Provided information -
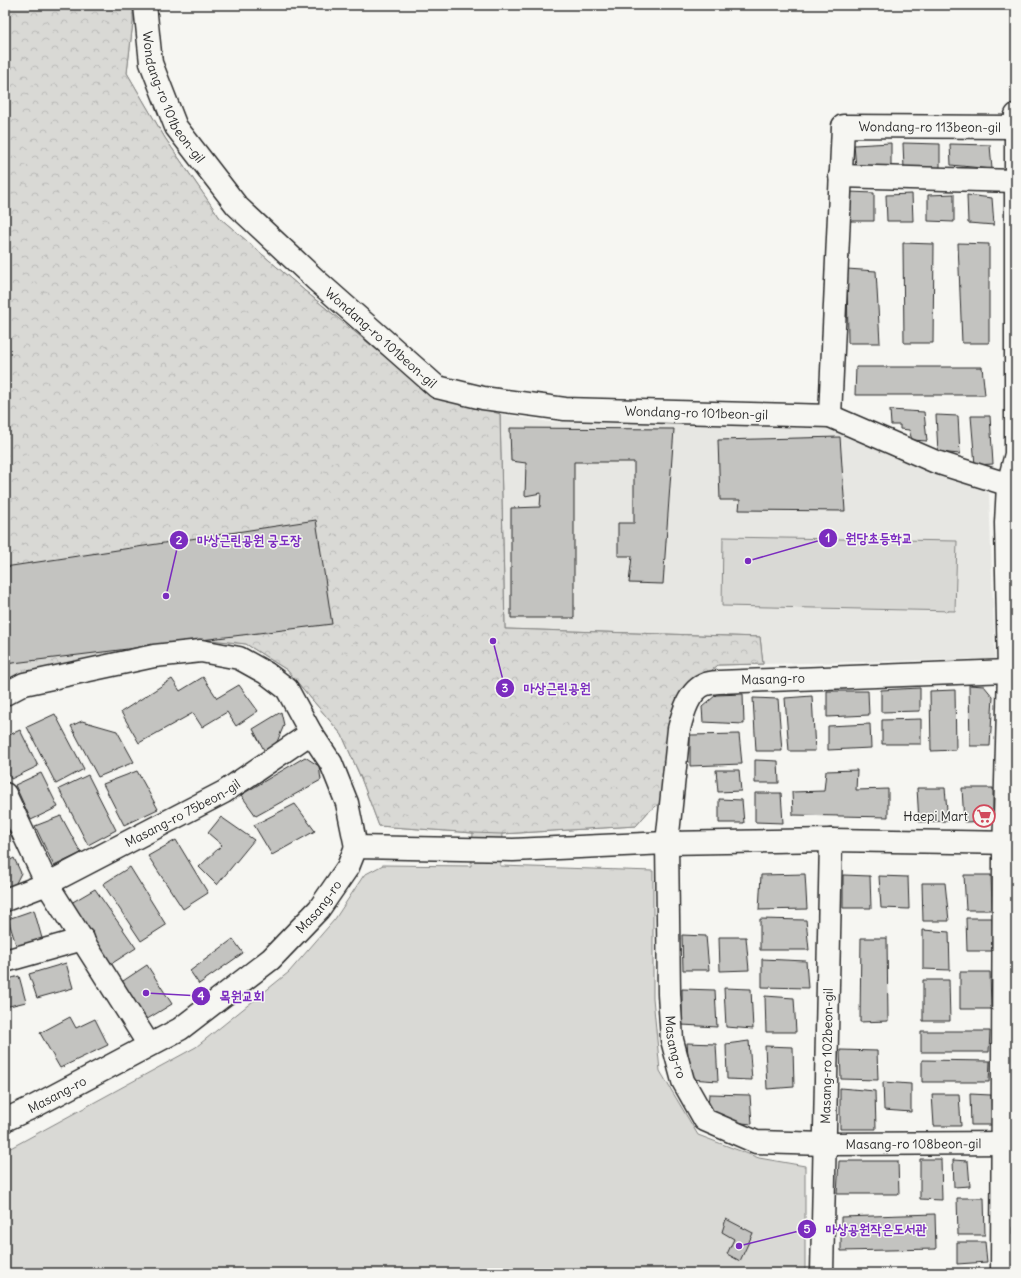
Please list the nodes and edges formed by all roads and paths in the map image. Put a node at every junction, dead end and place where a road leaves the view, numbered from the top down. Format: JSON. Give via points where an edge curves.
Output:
{"nodes":[{"id":1,"x":145,"y":5,"type":"edge"},
{"id":2,"x":1016,"y":115,"type":"edge"},
{"id":3,"x":1016,"y":127,"type":"edge"},
{"id":4,"x":840,"y":176,"type":"junction"},
{"id":5,"x":1016,"y":181,"type":"edge"},
{"id":6,"x":1015,"y":383,"type":"edge"},
{"id":7,"x":830,"y":416,"type":"junction"},
{"id":8,"x":1012,"y":486,"type":"edge"},
{"id":9,"x":1009,"y":671,"type":"junction"},
{"id":10,"x":5,"y":694,"type":"edge"},
{"id":11,"x":311,"y":733,"type":"junction"},
{"id":12,"x":5,"y":794,"type":"edge"},
{"id":13,"x":831,"y":840,"type":"junction"},
{"id":14,"x":667,"y":843,"type":"junction"},
{"id":15,"x":1010,"y":843,"type":"edge"},
{"id":16,"x":356,"y":847,"type":"junction"},
{"id":17,"x":47,"y":884,"type":"junction"},
{"id":18,"x":5,"y":900,"type":"edge"},
{"id":19,"x":83,"y":939,"type":"junction"},
{"id":20,"x":5,"y":960,"type":"edge"},
{"id":21,"x":149,"y":1045,"type":"junction"},
{"id":22,"x":5,"y":1120,"type":"edge"},
{"id":23,"x":825,"y":1144,"type":"junction"},
{"id":24,"x":1009,"y":1144,"type":"edge"},
{"id":25,"x":822,"y":1273,"type":"edge"},
{"id":26,"x":1002,"y":1273,"type":"edge"}],
"edges":[{"from":1,"to":7,"type":"street","name":"Wondang-ro 101beon-gil","via":[[151,64],[176,127],[238,206],[316,280],[437,387],[483,398],[565,410]]},
{"from":2,"to":3,"type":"street"},
{"from":3,"to":4,"type":"street","name":"Wondang-ro 113beon-gil","via":[[843,126]]},
{"from":3,"to":5,"type":"street"},
{"from":4,"to":5,"type":"street"},
{"from":4,"to":7,"type":"street"},
{"from":5,"to":6,"type":"street"},
{"from":6,"to":8,"type":"street","via":[[1016,454]]},
{"from":7,"to":8,"type":"street","name":"Wondang-ro 101beon-gil","via":[[936,462]]},
{"from":8,"to":9,"type":"street","via":[[1006,523]]},
{"from":9,"to":14,"type":"street","name":"Masang-ro","via":[[749,680],[706,684],[696,691],[683,713]]},
{"from":9,"to":15,"type":"street"},
{"from":10,"to":11,"type":"street","via":[[24,684],[154,656],[201,651],[239,658],[266,673],[287,689]]},
{"from":11,"to":16,"type":"street","via":[[331,763],[347,803]]},
{"from":11,"to":17,"type":"street","name":"Masang-ro 75beon-gil","via":[[224,792]]},
{"from":12,"to":17,"type":"street"},
{"from":13,"to":14,"type":"street"},
{"from":13,"to":15,"type":"street"},
{"from":13,"to":23,"type":"street","name":"Masang-ro 102beon-gil"},
{"from":14,"to":16,"type":"street","via":[[513,850]]},
{"from":14,"to":23,"type":"street","name":"Masang-ro","via":[[672,1040],[683,1080],[705,1120],[756,1142]]},
{"from":15,"to":24,"type":"street"},
{"from":16,"to":21,"type":"street","name":"Masang-ro","via":[[348,867],[319,909],[271,958],[180,1029]]},
{"from":17,"to":18,"type":"street","name":"Masang-ro 75beon-gil"},
{"from":17,"to":19,"type":"street"},
{"from":19,"to":20,"type":"street"},
{"from":19,"to":21,"type":"street"},
{"from":21,"to":22,"type":"street","name":"Masang-ro"},
{"from":23,"to":24,"type":"street","name":"Masang-ro 108beon-gil"},
{"from":23,"to":25,"type":"street","name":"Masang-ro 102beon-gil"},
{"from":24,"to":26,"type":"street"}]}
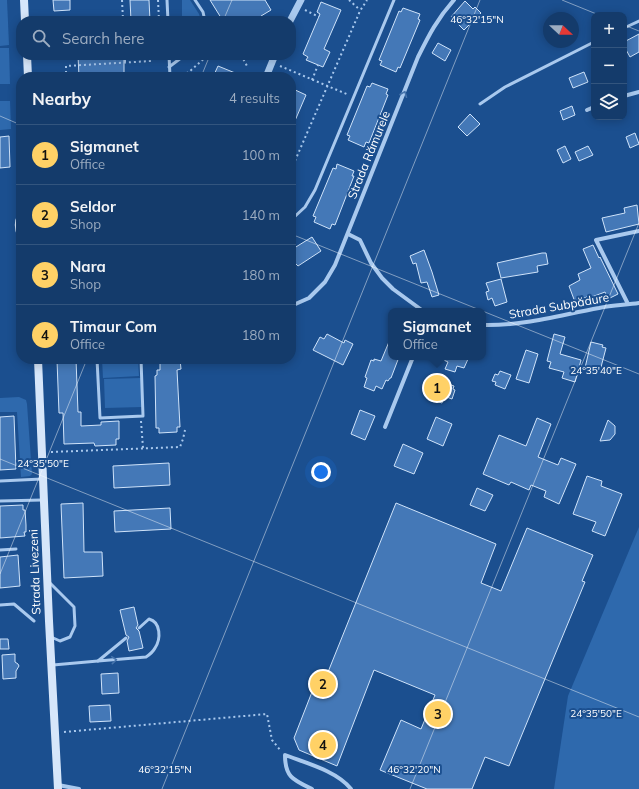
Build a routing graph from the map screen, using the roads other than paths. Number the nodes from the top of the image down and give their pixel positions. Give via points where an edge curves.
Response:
1 (24, 0) edge
2 (167, 0) edge
3 (195, 0) edge
4 (301, 0) edge
5 (394, 0) edge
6 (454, 0) edge
7 (25, 16) edge
8 (168, 16) edge
9 (204, 16) edge
10 (293, 16) edge
11 (639, 21) edge
12 (627, 27) edge
13 (591, 44) edge
14 (27, 60) edge
15 (169, 60) edge
16 (178, 60) edge
17 (273, 60) edge
18 (169, 67) junction
19 (28, 72) edge
20 (170, 72) edge
21 (268, 72) edge
22 (639, 92) edge
23 (627, 95) edge
24 (480, 104) dead end
25 (591, 108) edge
26 (587, 110) dead end
27 (296, 215) edge
28 (639, 232) edge
29 (348, 234) junction
30 (639, 303) edge
31 (296, 304) edge
32 (628, 304) junction
33 (420, 308) edge
34 (486, 325) edge
35 (412, 360) edge
36 (38, 364) edge
37 (97, 364) edge
38 (141, 364) edge
39 (385, 426) dead end
40 (43, 479) junction
41 (0, 481) edge
42 (44, 500) junction
43 (0, 501) edge
44 (16, 549) dead end
45 (0, 550) edge
46 (47, 580) junction
47 (0, 605) edge
48 (34, 621) dead end
49 (138, 628) dead end
50 (50, 636) junction
51 (126, 638) dead end
52 (98, 661) junction
53 (51, 665) junction
54 (57, 787) edge
55 (78, 789) edge
56 (312, 789) edge
57 (351, 789) edge

1 - 7 main road
2 - 8 lane
3 - 9 lane
4 - 10 street
5 - 27 lane via 315,190 305,207
29 -> 6 street, Strada Rămurele via 418,57 441,15
11 - 12 lane
13 - 24 lane via 505,87
14 - 19 main road
15 - 18 lane
16 - 18 lane
17 - 21 street
18 - 20 lane
22 - 23 street
25 - 26 street
28 - 32 street via 596,240
29 - 31 street, Strada Rămurele via 325,282 309,298
29 - 33 street via 360,240 371,263 387,284
30 - 32 street, Strada Subpădure
32 - 34 street, Strada Subpădure via 523,323
35 - 39 street
36 - 40 main road, Strada Livezeni
37 - 38 lane via 100,418 143,416
40 - 41 lane
40 - 42 main road, Strada Livezeni
42 - 43 lane
42 - 46 main road, Strada Livezeni
44 - 45 lane
46 - 50 main road, Strada Livezeni
46 - 50 lane via 74,607 75,626 70,637 60,641
47 - 48 lane via 14,604
52 -> 49 lane via 146,657 152,653 159,635 158,624 149,619
50 - 53 main road, Strada Livezeni
51 - 52 lane
52 - 53 lane
53 - 54 main road, Strada Livezeni
54 - 55 street, Strada Livezeni
56 - 57 street via 292,779 288,774 285,755 335,775

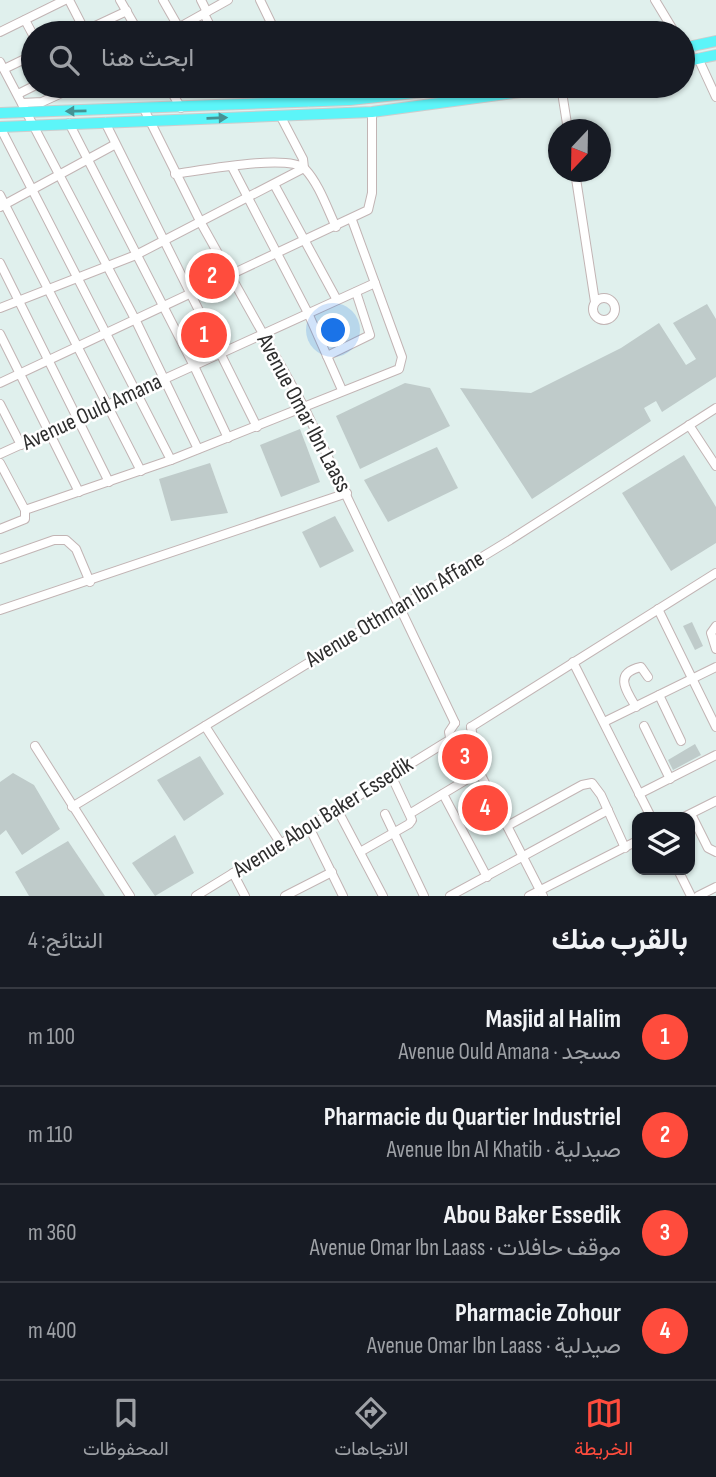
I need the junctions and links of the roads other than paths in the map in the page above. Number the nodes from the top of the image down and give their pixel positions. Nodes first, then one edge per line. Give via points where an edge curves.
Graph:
1 (67, 0) edge
2 (120, 0) edge
3 (163, 0) edge
4 (201, 0) edge
5 (228, 0) edge
6 (260, 0) edge
7 (655, 0) edge
8 (127, 11) junction
9 (206, 13) junction
10 (25, 20) edge
11 (78, 21) edge
12 (106, 21) edge
13 (132, 21) edge
14 (175, 21) edge
15 (192, 21) edge
16 (209, 21) edge
17 (270, 21) edge
18 (668, 21) edge
19 (21, 22) edge
20 (0, 32) edge
21 (716, 41) edge
22 (695, 45) edge
23 (716, 55) edge
24 (698, 58) junction
25 (21, 59) edge
26 (695, 59) edge
27 (2, 65) edge
28 (21, 92) edge
29 (18, 94) junction
30 (716, 97) edge
31 (51, 98) edge
32 (175, 98) edge
33 (307, 98) edge
34 (351, 98) edge
35 (475, 98) edge
36 (564, 98) edge
37 (309, 102) junction
38 (25, 108) junction
39 (181, 108) junction
40 (144, 109) junction
41 (372, 112) junction
42 (0, 113) edge
43 (281, 117) junction
44 (567, 119) edge
45 (148, 121) junction
46 (105, 122) junction
47 (69, 123) junction
48 (33, 125) junction
49 (0, 127) edge
50 (114, 145) junction
51 (86, 160) junction
52 (232, 167) junction
53 (304, 168) junction
54 (59, 174) junction
55 (175, 174) junction
56 (577, 182) edge
57 (275, 186) junction
58 (31, 189) junction
59 (0, 195) edge
60 (247, 199) junction
61 (2, 206) edge
62 (352, 220) junction
63 (201, 223) junction
64 (336, 227) junction
65 (306, 239) junction
66 (164, 242) junction
67 (136, 255) junction
68 (276, 255) junction
69 (0, 263) edge
70 (107, 266) junction
71 (229, 275) junction
72 (78, 279) junction
73 (374, 283) junction
74 (49, 290) junction
75 (356, 292) junction
76 (191, 293) junction
77 (337, 300) junction
78 (19, 301) junction
79 (595, 302) dead end
80 (163, 307) junction
81 (0, 309) edge
82 (308, 313) junction
83 (136, 321) junction
84 (0, 334) edge
85 (262, 334) junction
86 (107, 335) junction
87 (79, 347) junction
88 (222, 353) junction
89 (327, 356) junction
90 (48, 361) junction
91 (194, 366) junction
92 (20, 374) junction
93 (164, 380) junction
94 (0, 383) edge
95 (342, 390) junction
96 (137, 392) junction
97 (0, 404) edge
98 (109, 405) junction
99 (304, 407) junction
100 (716, 408) edge
101 (77, 419) junction
102 (689, 425) junction
103 (257, 427) junction
104 (49, 432) junction
105 (228, 438) junction
106 (21, 445) junction
107 (198, 449) junction
108 (0, 454) edge
109 (171, 460) junction
110 (0, 463) edge
111 (716, 466) edge
112 (141, 471) junction
113 (109, 482) junction
114 (79, 492) junction
115 (346, 493) junction
116 (25, 510) junction
117 (0, 529) edge
118 (0, 559) edge
119 (716, 573) edge
120 (90, 582) junction
121 (399, 605) junction
122 (658, 609) junction
123 (0, 610) edge
124 (716, 626) edge
125 (716, 649) edge
126 (573, 662) junction
127 (716, 667) edge
128 (648, 677) dead end
129 (692, 680) junction
130 (659, 695) junction
131 (636, 707) junction
132 (604, 722) junction
133 (455, 723) junction
134 (205, 726) junction
135 (644, 726) dead end
136 (471, 727) junction
137 (716, 727) edge
138 (451, 739) junction
139 (681, 741) dead end
140 (465, 744) junction
141 (35, 746) dead end
142 (716, 755) edge
143 (479, 772) junction
144 (391, 775) junction
145 (670, 779) junction
146 (443, 794) junction
147 (639, 794) junction
148 (716, 801) edge
149 (72, 807) junction
150 (337, 809) junction
151 (608, 810) junction
152 (648, 812) edge
153 (695, 812) edge
154 (411, 813) junction
155 (385, 814) dead end
156 (507, 826) junction
157 (309, 827) junction
158 (695, 828) edge
159 (394, 834) junction
160 (281, 844) junction
161 (632, 844) edge
162 (625, 848) junction
163 (360, 852) junction
164 (716, 852) edge
165 (523, 857) junction
166 (332, 872) junction
167 (233, 873) junction
168 (680, 875) edge
169 (487, 877) junction
170 (716, 887) edge
171 (542, 893) edge
172 (201, 895) edge
173 (130, 896) edge
174 (245, 896) edge
175 (285, 896) edge
176 (343, 896) edge
177 (383, 896) edge
178 (424, 896) edge
179 (450, 896) edge
180 (529, 896) edge
181 (691, 896) edge
182 (698, 896) edge

1 - 10 street
1 - 11 street
2 - 8 street
3 - 14 street
4 - 9 street
5 - 9 street
6 - 17 street
7 - 18 street
8 - 12 street
8 - 13 street
9 - 15 street
9 - 16 street
19 - 20 street
21 - 22 main road
23 - 24 main road
24 - 26 main road
24 - 30 street
25 - 27 street
27 - 29 street
28 - 29 street
29 - 38 street
31 - 38 street
32 - 39 street
33 - 37 street
34 - 37 main road
35 - 41 main road
36 - 44 street
37 - 39 main road
40 -> 38 main road
38 - 42 main road
38 - 48 street
39 - 40 main road
40 - 45 street, Avenue Omar Ibn Laass
41 - 43 main road
41 - 62 street via 372,193 368,210
45 -> 43 main road
43 - 53 street
45 - 46 main road
45 - 55 street, Avenue Omar Ibn Laass
46 - 47 main road
46 - 50 street
47 - 48 main road
47 - 51 street
48 - 49 main road
48 - 54 street
49 - 58 street
50 - 51 street
50 - 66 street
51 - 54 street
51 - 67 street
52 - 53 street via 275,163
52 - 55 street
52 - 60 street
53 - 57 street
53 - 64 street
54 - 58 street
54 - 70 street
55 - 63 street, Avenue Omar Ibn Laass
56 - 79 street
57 - 60 street
57 - 65 street
58 - 61 street
58 - 72 street
59 - 61 street
60 - 63 street
60 - 68 street
61 - 74 street
62 - 64 street
62 - 73 street
63 - 66 street
63 - 71 street, Avenue Omar Ibn Laass
64 - 65 street
65 - 68 street
65 - 77 street
66 - 67 street
66 - 76 street
67 - 70 street
67 - 80 street
68 - 71 street
68 - 82 street
69 - 78 street
70 - 72 street
70 - 83 street
71 - 76 street
71 - 85 street, Avenue Omar Ibn Laass
72 - 74 street
72 - 86 street
73 - 75 street, Avenue Ould Amana
73 - 95 street via 403,362 396,371
74 - 78 street
74 - 87 street
75 - 77 street, Avenue Ould Amana
75 - 89 street via 370,335
76 - 80 street
76 - 88 street
77 - 82 street, Avenue Ould Amana
78 - 81 street
78 - 90 street
80 - 83 street
80 - 91 street
82 - 85 street, Avenue Ould Amana
82 - 89 street
83 - 86 street
83 - 93 street
84 - 92 street
85 - 88 street, Avenue Ould Amana
85 - 99 street, Avenue Omar Ibn Laass
86 - 87 street
86 - 96 street
87 - 90 street
87 - 98 street
88 - 91 street, Avenue Ould Amana
88 - 103 street
89 - 95 street
90 - 92 street
90 - 101 street
91 - 93 street, Avenue Ould Amana
91 - 105 street
92 - 94 street
92 - 104 street
93 - 96 street, Avenue Ould Amana
93 - 107 street
95 - 99 street
96 - 98 street, Avenue Ould Amana
96 - 109 street
97 - 106 street
98 - 101 street, Avenue Ould Amana
98 - 112 street
99 - 103 street
99 - 115 street, Avenue Omar Ibn Laass
100 - 102 street, Avenue Othman Ibn Affane
101 - 104 street, Avenue Ould Amana
101 - 113 street
102 - 111 street
102 - 121 street, Avenue Othman Ibn Affane
103 - 105 street
104 - 106 street, Avenue Ould Amana
104 - 114 street
105 - 107 street
106 - 108 street, Avenue Ould Amana
107 - 109 street
109 - 112 street
110 - 116 street
112 - 113 street
113 - 114 street
114 - 116 street
115 - 120 street
115 - 121 street, Avenue Omar Ibn Laass
116 - 117 street via 25,519
118 - 120 street via 66,540 76,549
119 - 122 street
120 - 123 street
121 - 133 street, Avenue Omar Ibn Laass
121 - 134 street, Avenue Othman Ibn Affane
122 - 126 street
122 - 129 street
124 - 125 street via 711,633
126 - 132 street
126 - 136 street
127 - 129 street
128 - 131 street via 641,667 623,677
129 - 130 street
129 - 137 street
130 - 131 street
130 - 139 street
131 - 132 street
132 - 147 street
133 - 136 street via 466,722
133 - 138 street via 449,732
134 - 149 street, Avenue Othman Ibn Affane
134 - 160 street
135 - 145 street
136 - 140 street via 472,737
138 - 140 street
138 - 144 street, Avenue Abou Baker Essedik
140 - 143 street
141 - 149 street
142 - 145 street
143 - 146 street
143 - 156 street
144 - 150 street, Avenue Abou Baker Essedik
144 - 154 street
145 - 147 street
146 - 154 street
146 - 169 street
147 - 152 street
148 - 153 street
149 - 173 street
150 - 157 street, Avenue Abou Baker Essedik
150 - 163 street
151 - 156 street via 595,786 587,783
151 - 162 street
151 - 165 street
154 - 159 street via 409,824
155 - 159 street
156 - 165 street
157 - 160 street, Avenue Abou Baker Essedik
157 - 166 street
158 - 164 street
159 - 163 street
159 - 178 street
160 - 167 street, Avenue Abou Baker Essedik
161 - 162 street
162 - 171 street
163 - 177 street
165 - 169 street
165 - 171 street
166 - 175 street
166 - 176 street
167 - 172 street, Avenue Abou Baker Essedik
167 - 174 street
168 - 181 street
169 - 179 street
170 - 182 street
171 - 180 street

Problem details - The job is to copy each line from the material above that holds the word "pixel".

The answer -
Build a routing graph from the map screen, using the roads other than paths. Number the nodes from the top of the image down and give their pixel positions. Give via points where an edge curves.
I need the junctions and links of the roads other than paths in the map in the page above. Number the nodes from the top of the image down and give their pixel positions. Nodes first, then one edge per line. Give via points where an edge curves.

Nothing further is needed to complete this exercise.